Why should Scotland be independent?



In summer 2021 Scotland’s Independence supporting newspaper The National ran an essay competition. The brief was to write a ‘Yessay’ (Max 2,200 words) under the title ‘Why Should Scotland be Independent?’ that would aim to persuade an uncertain Yes voter to become an actual Yes voter. This is my entry. I didn’t win but I still think my essay is great and worth sharing. See what you think?

Why should Scotland be independent?

Our resident agony aunt has been dealing with a heart-breaking but all too common case this week.

Dear Relationship Counsellor, I think I may be in an abusive relationship.

My partner takes most of my money and only gives me some spending money back. They make all the big decisions about our life together without asking what I want, and they decide who I can talk to and how in the outside world. They tell me it is for my own protection, but I am beginning to think that their idea of protection is more for them than for me.

They do ask my opinion on things once every few years but then they tell me that it is stupid and worthless, and they do the opposite of what I wanted. The rest of the time they just tell me to shut up.

Occasionally, if I say I am fed up and threaten to leave, they buy me some cheap flowers from the garage forecourt and tell me that they love me. But I am beginning to feel like I have been used and that I should find a way to start a new life.

What do you think?

Scotland

Dear Scotland,

This sounds like a classic case of coercive control. You are not being treated with respect, your contribution to the relationship is undervalued and you are being gaslighted on a regular basis. The other party only tries to love-bomb you when you take a stand but, otherwise they are neglectful, manipulative and sometimes downright mean.

This is most certainly an abusive relationship, and you need to find the courage to get away from it. I am not saying it will be easy, but you could look forward to a much better life and freedom to decide how you want your relationships to be in the future. I can recommend some organisations that you can go to for help and support as you make this transition, such as The Scottish National Party, The Scottish Green Party, Women for Independence and All Under One Banner. They have considerable experience in supporting people towards Independence. You could also read The National newspaper which will show you that you are not alone and that other people such as the Catalans share your plight and are also trying to get away from domineering partners.

Your situation is unhealthy and potentially dangerous.

I hope you will take my advice and look forward to a brighter future.

Best wishes,

Your relationship counsellor.

Why should Scotland be Independent?

Well, How no? As they say, in my neck o’ the woods.

Every other self-respecting country in the world aspires to be independent and most have achieved that.

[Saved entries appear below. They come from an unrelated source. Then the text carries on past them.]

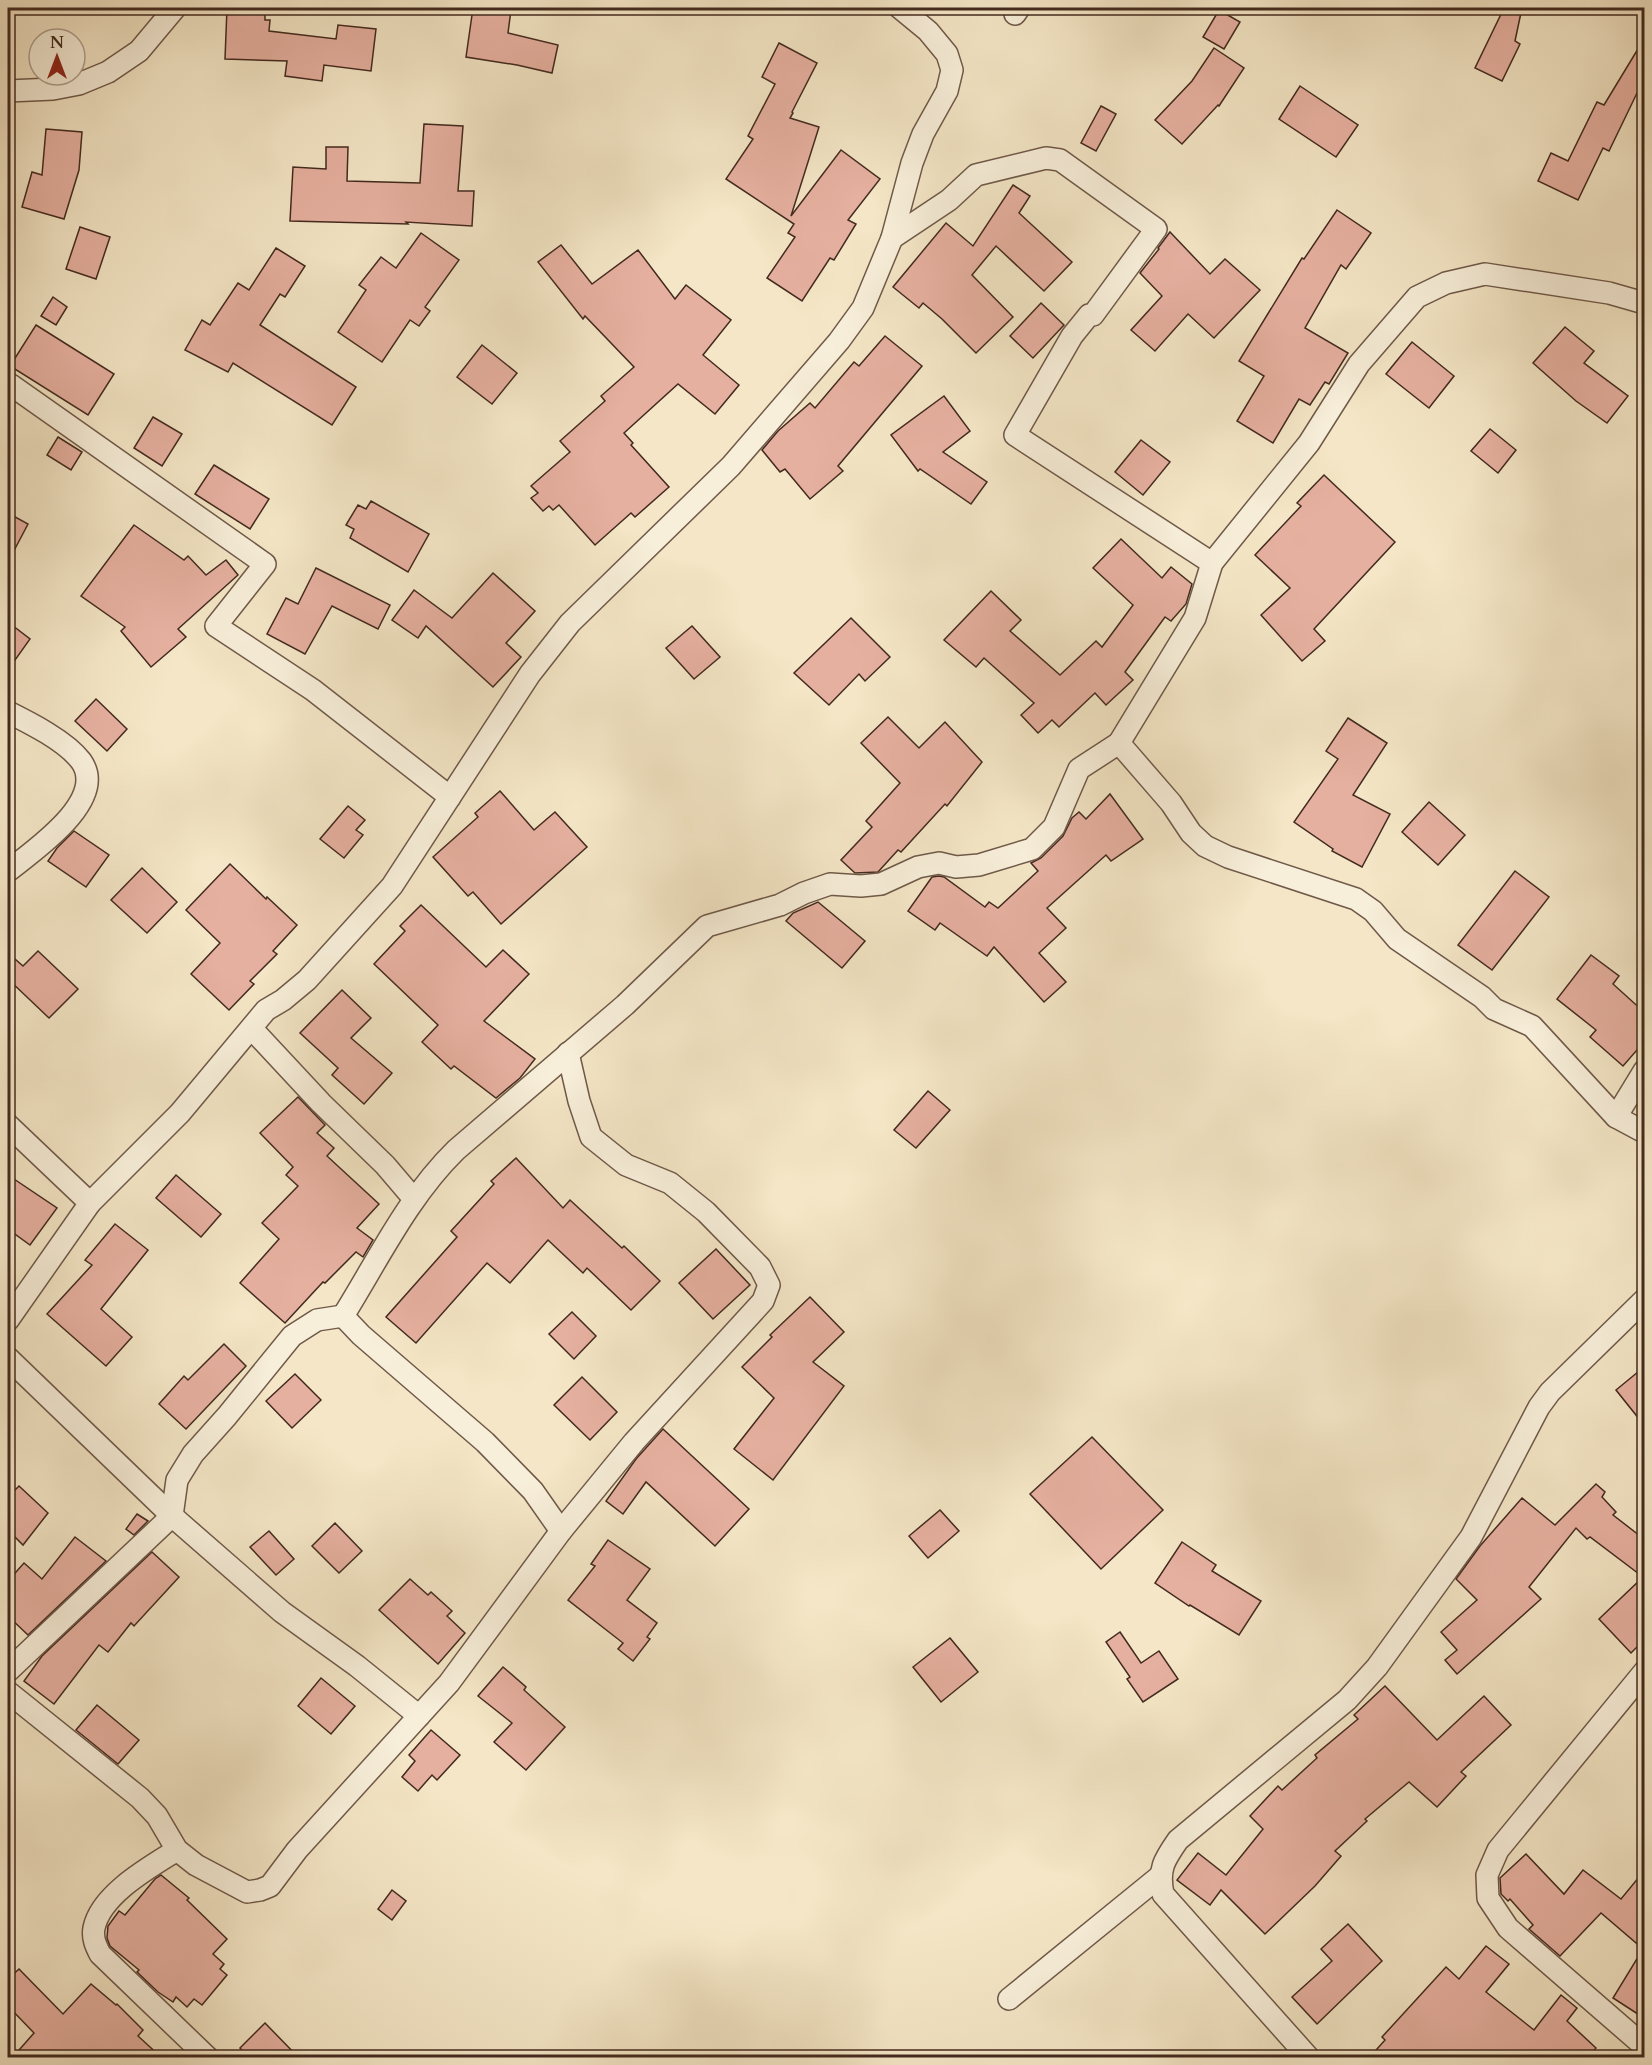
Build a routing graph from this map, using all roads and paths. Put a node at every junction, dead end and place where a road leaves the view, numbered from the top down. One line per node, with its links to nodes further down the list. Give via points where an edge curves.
1 (175, 8): 3 (street, via 139,51 108,72 53,89)
2 (900, 8): 4 (street, via 928,31 947,54 952,70 912,163)
3 (8, 91)
4 (892, 238): 7 (street, via 949,200 976,175 1046,158 1060,160 1156,229 1093,315 1072,336 1015,435); 10 (street, via 863,308 839,341 731,466 570,623 530,674)
5 (1644, 303): 7 (street, via 1609,293 1485,273 1446,283 1418,297 1359,364 1309,443)
6 (8, 385): 10 (street, via 265,564 216,626 313,690)
7 (1212, 563): 9 (street, via 1195,618)
8 (8, 712): 11 (street, via 64,744 82,762 87,777 78,808 63,826)
9 (1119, 743): 13 (street, via 1079,769 1054,827 1032,849 980,865 956,867 939,863 918,867 881,884 830,884 780,905 706,926 625,1005); 15 (street, via 1205,846 1356,899 1373,911 1397,939 1494,1009 1532,1026)
10 (450, 797): 12 (street, via 392,886 308,980 266,1010)
11 (8, 871)
12 (252, 1029): 18 (street, via 386,1165); 19 (street, via 180,1113)
13 (568, 1053): 18 (street, via 456,1150); 25 (street, via 591,1137 626,1165 670,1183 706,1212 760,1267 769,1285 763,1301 634,1442)
14 (1644, 1071): 15 (street)
15 (1616, 1117): 17 (street)
16 (8, 1125): 19 (street)
17 (1644, 1132)
18 (414, 1199): 21 (street)
19 (90, 1203): 22 (street)
20 (1644, 1300): 31 (street, via 1539,1407 1471,1538 1377,1667 1347,1700 1178,1840)
21 (343, 1317): 24 (street, via 317,1320 292,1336 193,1454 177,1480); 25 (street, via 485,1442 533,1491)
22 (8, 1320)
23 (8, 1358): 24 (street)
24 (172, 1516): 26 (street); 29 (street, via 282,1612)
25 (561, 1531): 29 (street)
26 (8, 1671)
27 (1644, 1672): 33 (street, via 1498,1850 1487,1875 1488,1898 1508,1928)
28 (8, 1692): 30 (street, via 140,1797 157,1816)
29 (419, 1716): 30 (street, via 297,1850 270,1886 247,1892 196,1865)
30 (177, 1850): 34 (street, via 117,1891 98,1918 93,1941 100,1954)
31 (1160, 1876): 32 (street); 35 (street, via 1163,1894)
32 (1009, 1999)
33 (1644, 2046)
34 (208, 2058)
35 (1310, 2058)

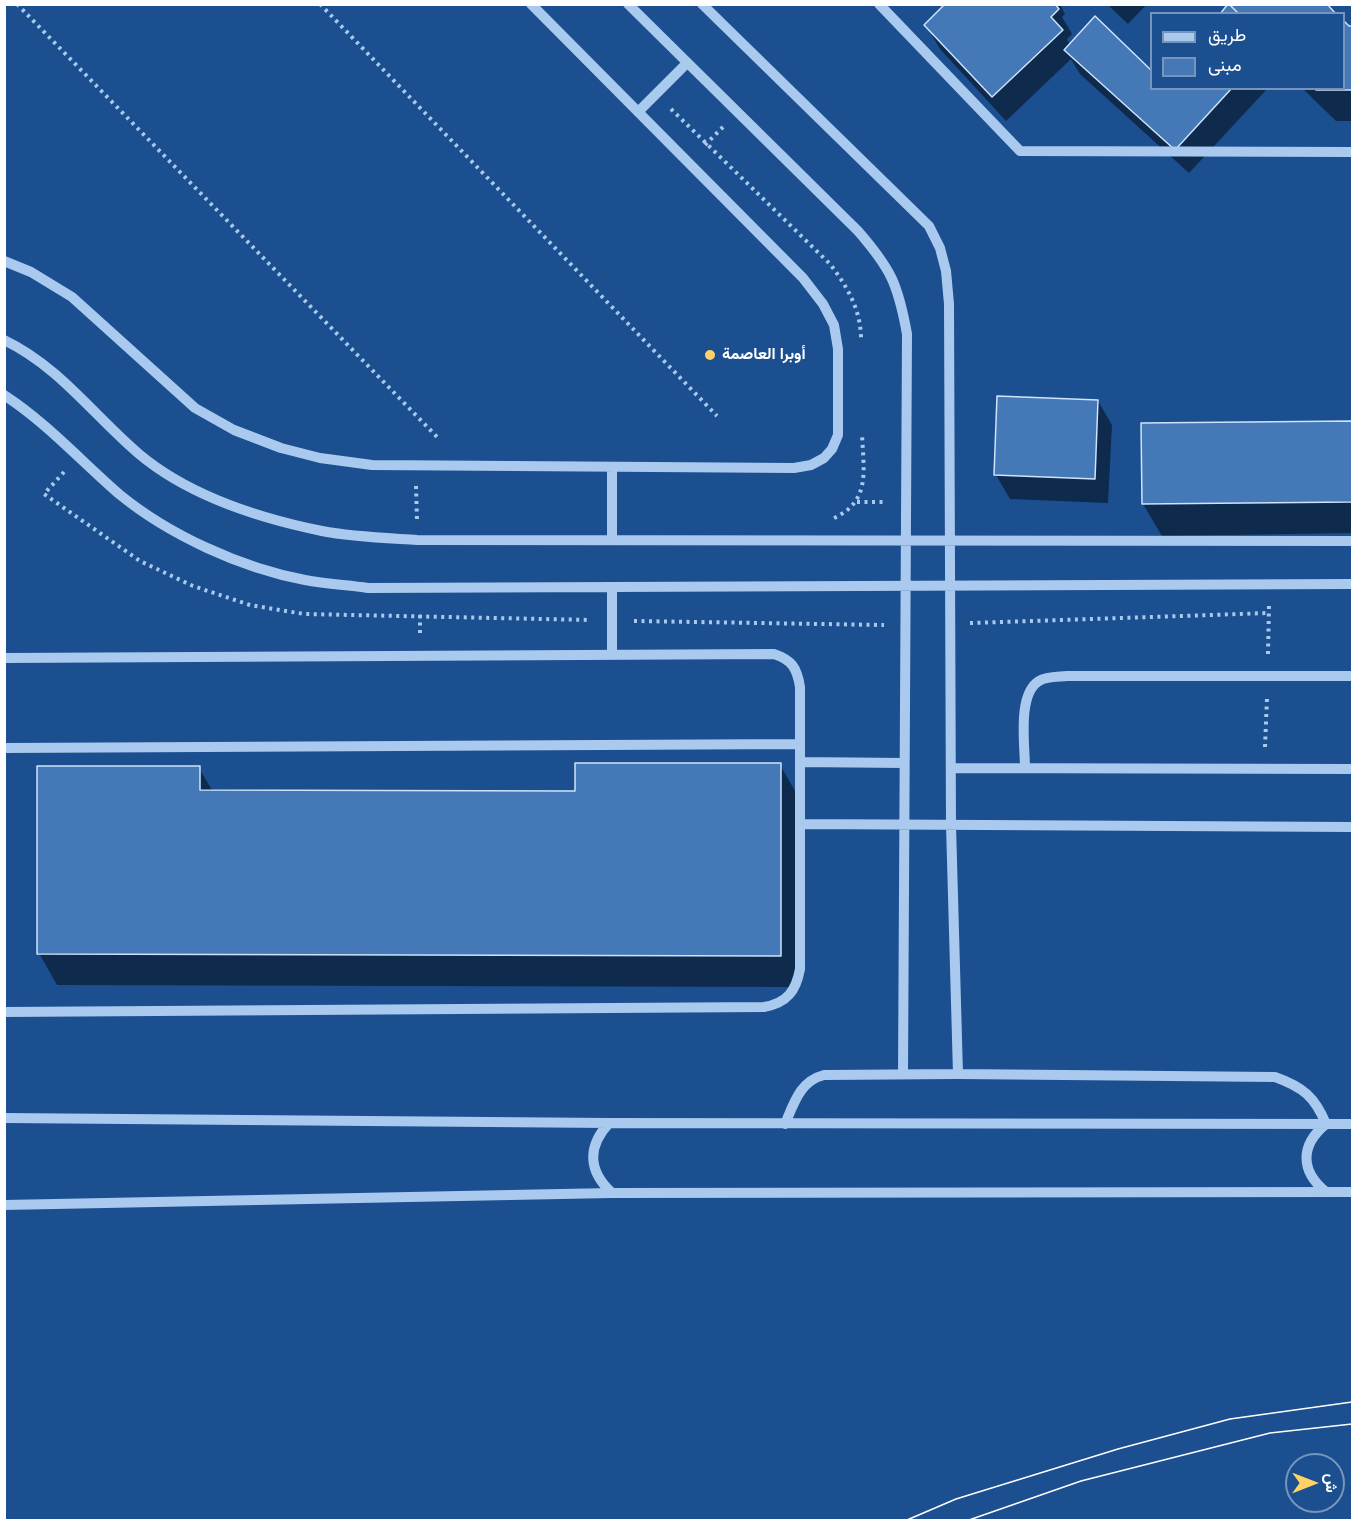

The desire for independence is not some weird quirk. Independence is normal. Countries are not lining up to subjugate themselves in unequal unions with other countries and especially with those who are known to throw their weight around. On the contrary, the last hundred years have seen scores of countries throw off the yoke of exploitative colonial regimes. None of them are volunteering to go back to their previous subservience.

Going for independence is so that countries can have control over their political and economic futures. Currently, Scotland cedes much of that control to the government in Westminster. Even with the best will in the world (and there is significant evidence that good will is not their principal driving force), they tend to be focused on issues affecting those closest to them. They do not well understand our geography, our economy, our society, our culture and even our weather. That is how the system is set up. It does not favour Scotland, and it never has. For example, Scotland has not voted for a Conservative government since the nineteen-fifties and yet we have been regularly subject to their rule since. Scotland needs independence so that we can determine our own affairs, hold our own politicians to account and ensure that they work in our interests.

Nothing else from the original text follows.